I went to see dr Ezzat Monday. 
He and my GP (who I call Dr Trudy) are the two main doctors coordinating all the specialists at this point. 

His specialty is Endocrine Cancers. His wife specializes in Children's cancers. I sometimes feel a kind of survivors guilt when I see him at Princess Margaret Hospital, where it is mainly cancers that are treated there. I don't have cancer, thank goodness. The other patients look way less healthy than I feel, no matter what I am complaining about.

He looked at my charts with me.

My file is thicker than many encyclopedias. 
(Please pretend you know what one is and how thick they can be.)

I was very proud. I had been weaning my cortisol pills, enduring severe pain and discomfort so that I can reach a healthy spot. I want to be there so badly.

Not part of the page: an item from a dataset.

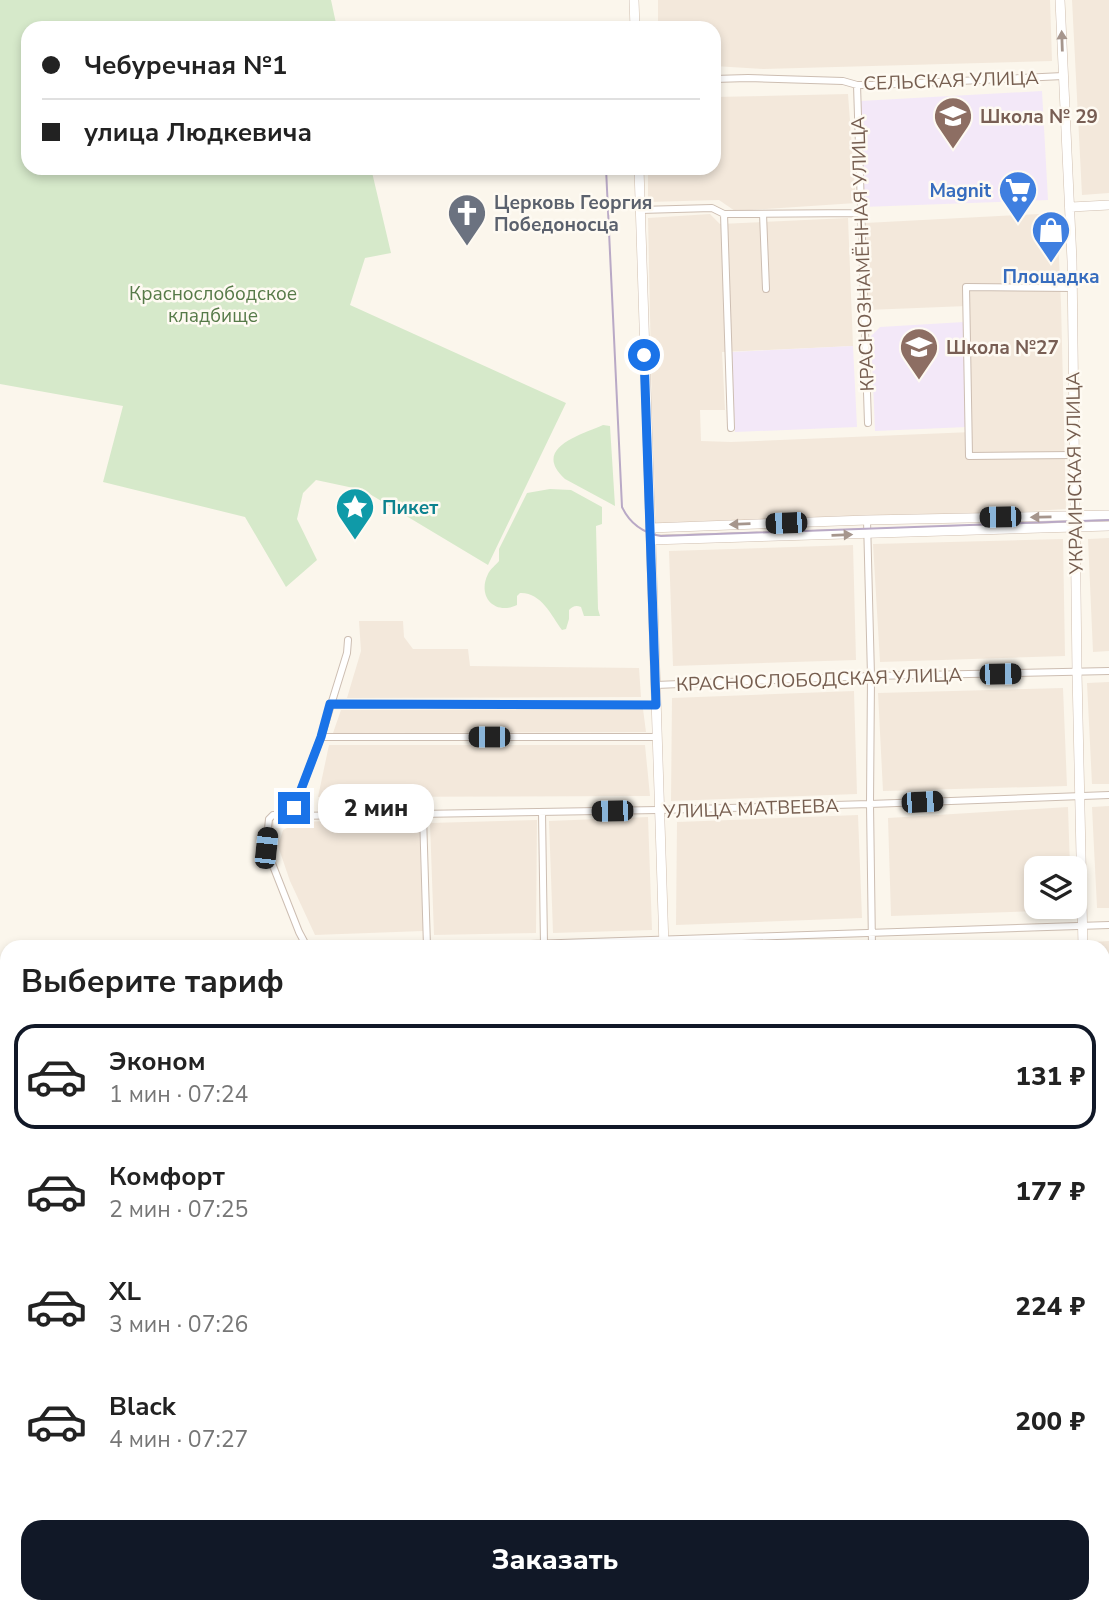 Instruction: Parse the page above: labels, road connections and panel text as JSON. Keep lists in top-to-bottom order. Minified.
{"streets":{"street":["СЕЛЬСКАЯ УЛИЦА","КРАСНОЗНАМЁННАЯ УЛИЦА","УКРАИНСКАЯ УЛИЦА","КРАСНОСЛОБОДСКАЯ УЛИЦА","УЛИЦА МАТВЕЕВА"]},"crossings":[["СЕЛЬСКАЯ УЛИЦА","КРАСНОЗНАМЁННАЯ УЛИЦА"],["СЕЛЬСКАЯ УЛИЦА","УКРАИНСКАЯ УЛИЦА"],["УКРАИНСКАЯ УЛИЦА","КРАСНОСЛОБОДСКАЯ УЛИЦА"],["УКРАИНСКАЯ УЛИЦА","УЛИЦА МАТВЕЕВА"]],"parks":["Краснослободское кладбище"],"places":{"school or university":["Школа № 29","Школа №27"],"supermarket":["Magnit"],"church":["Церковь Георгия Победоносца"],"shop":["Площадка"],"place":["Пикет"]},"page":{"banner":["Чебуречная №1","улица Людкевича"],"bubble":"2 мин","heading":"Выберите тариф","list":[{"name":"Эконом","note":"1 мин · 07:24","value":"131 ₽"},{"name":"Комфорт","note":"2 мин · 07:25","value":"177 ₽"},{"name":"XL","note":"3 мин · 07:26","value":"224 ₽"},{"name":"Black","note":"4 мин · 07:27","value":"200 ₽"}],"buttons":"Заказать"}}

When I left hospital last fall to have my adrenal glands removed, I was taking 100mg a day when I got out
I have learned that there is a kind of sweet spot at about 15-20mg a day when the patient's body returns to normal. I so look forward to that day.
I was very excited to announce that though it had been horridly difficult, I managed to get to 25mg.

My friend Sue pointed out that it is good that he isn't obsessed about numbers. He is listening to me and trying to come up with a solution.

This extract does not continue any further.